The entire transmit and receive modules are single chips with special aligning pins to connect the fiber at each end. The current implementation uses four hybrid silicon lasers at different wavelengths, each encoded at 12.5Gbps, for a total of 50Gbps throughput. In the lab, the link was tested continuously for 27 hours, transferring over a petabyte of data with nary an error. Intel says this translates into a bit-error-rate less than 3e−15.

The bandwidth can be scaled by increasing the number of lasers operating at distinct wavelengths, or by increasing the encoding speed. By bumping the number of channels to 25 and the encoding rate to 40Gbps, speeds of 1Tbps are possible. Intel believes this could be pushed even further, but to give you an idea of what kind of data you can shuffle around at these speeds, consider this: at 50Gbps, in less than one second you could transfer an entire HD feature length film; at 1Tbps, you could move as many as three whole seasons of Law & Order.

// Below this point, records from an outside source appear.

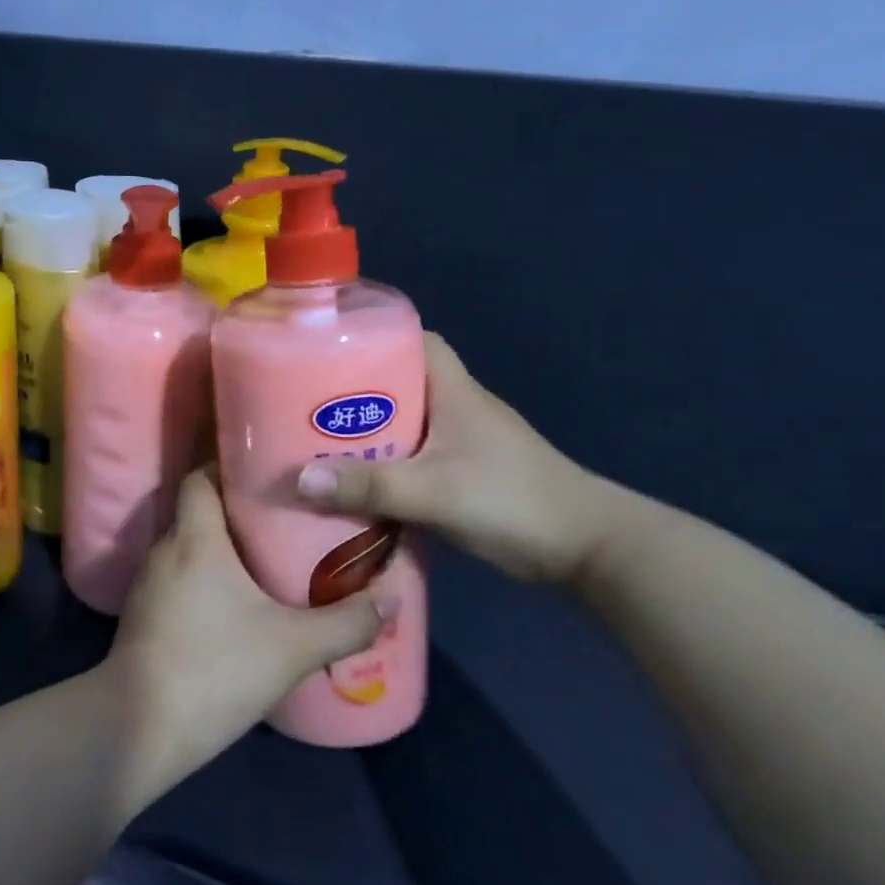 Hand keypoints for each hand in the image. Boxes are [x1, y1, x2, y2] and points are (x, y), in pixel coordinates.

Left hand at [104, 467, 393, 797]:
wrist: (140, 727)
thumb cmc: (216, 669)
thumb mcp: (293, 647)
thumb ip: (346, 622)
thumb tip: (392, 597)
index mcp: (194, 538)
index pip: (199, 477)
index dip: (228, 465)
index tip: (268, 468)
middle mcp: (165, 550)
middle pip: (197, 510)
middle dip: (237, 508)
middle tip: (284, 514)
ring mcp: (148, 584)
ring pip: (188, 547)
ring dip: (221, 547)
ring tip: (266, 554)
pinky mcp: (143, 615)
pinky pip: (178, 579)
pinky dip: (204, 578)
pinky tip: (235, 602)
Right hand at [297, 330, 615, 584]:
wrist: (586, 549)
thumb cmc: (511, 500)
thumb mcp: (433, 491)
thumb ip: (369, 485)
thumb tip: (297, 479)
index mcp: (454, 391)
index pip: (415, 339)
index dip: (375, 335)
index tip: (328, 347)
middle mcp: (457, 407)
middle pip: (398, 382)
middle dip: (353, 389)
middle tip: (306, 403)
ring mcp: (463, 442)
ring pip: (403, 422)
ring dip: (366, 431)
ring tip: (316, 442)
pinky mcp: (464, 474)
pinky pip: (411, 456)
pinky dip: (383, 463)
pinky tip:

At that speed, you could download the entire printed collection of the Library of Congress in under two minutes.

The company plans to ramp up the tech for volume production, and expects to have it "widely deployed" by 2015. "We've demonstrated that in principle that we have all the pieces," said Dr Mario Paniccia, Intel Fellow and director of the company's Photonics Technology Lab, during a press conference this afternoon. "We need to develop a high-volume manufacturing process, and optimize power, packaging, and assembly. The process technology is CMOS-like, which is within our core competency. Our biggest challenge is testing its reliability, but we don't foresee any fundamental issues."

"This is the future path for increasing bandwidth," he added.

Intel CTO and director of labs Justin Rattner said the company isn't just eyeing high-end interconnect applications, either. "Current tech is about $100 per port; we're looking to take this down to $1 per port."

We asked how Intel's silicon photonics tech relates to its upcoming LightPeak standard. "Current LightPeak uses discrete optical components, and that's currently a 10Gbps tech," Rattner told Ars. "Scaling that up to higher speeds is going to be very challenging. Using multiple VCSELs would drive cost up. The second or third generation of LightPeak would be an excellent candidate for silicon photonics."

While silicon photonics is currently being used for device-to-device connections, the technology could be used to move data from one chip to another inside a PC or mobile device, for instance. "The real benefit will be realized when we begin to integrate photonic devices together, which can enable things that weren't possible or practical before," Rattner said.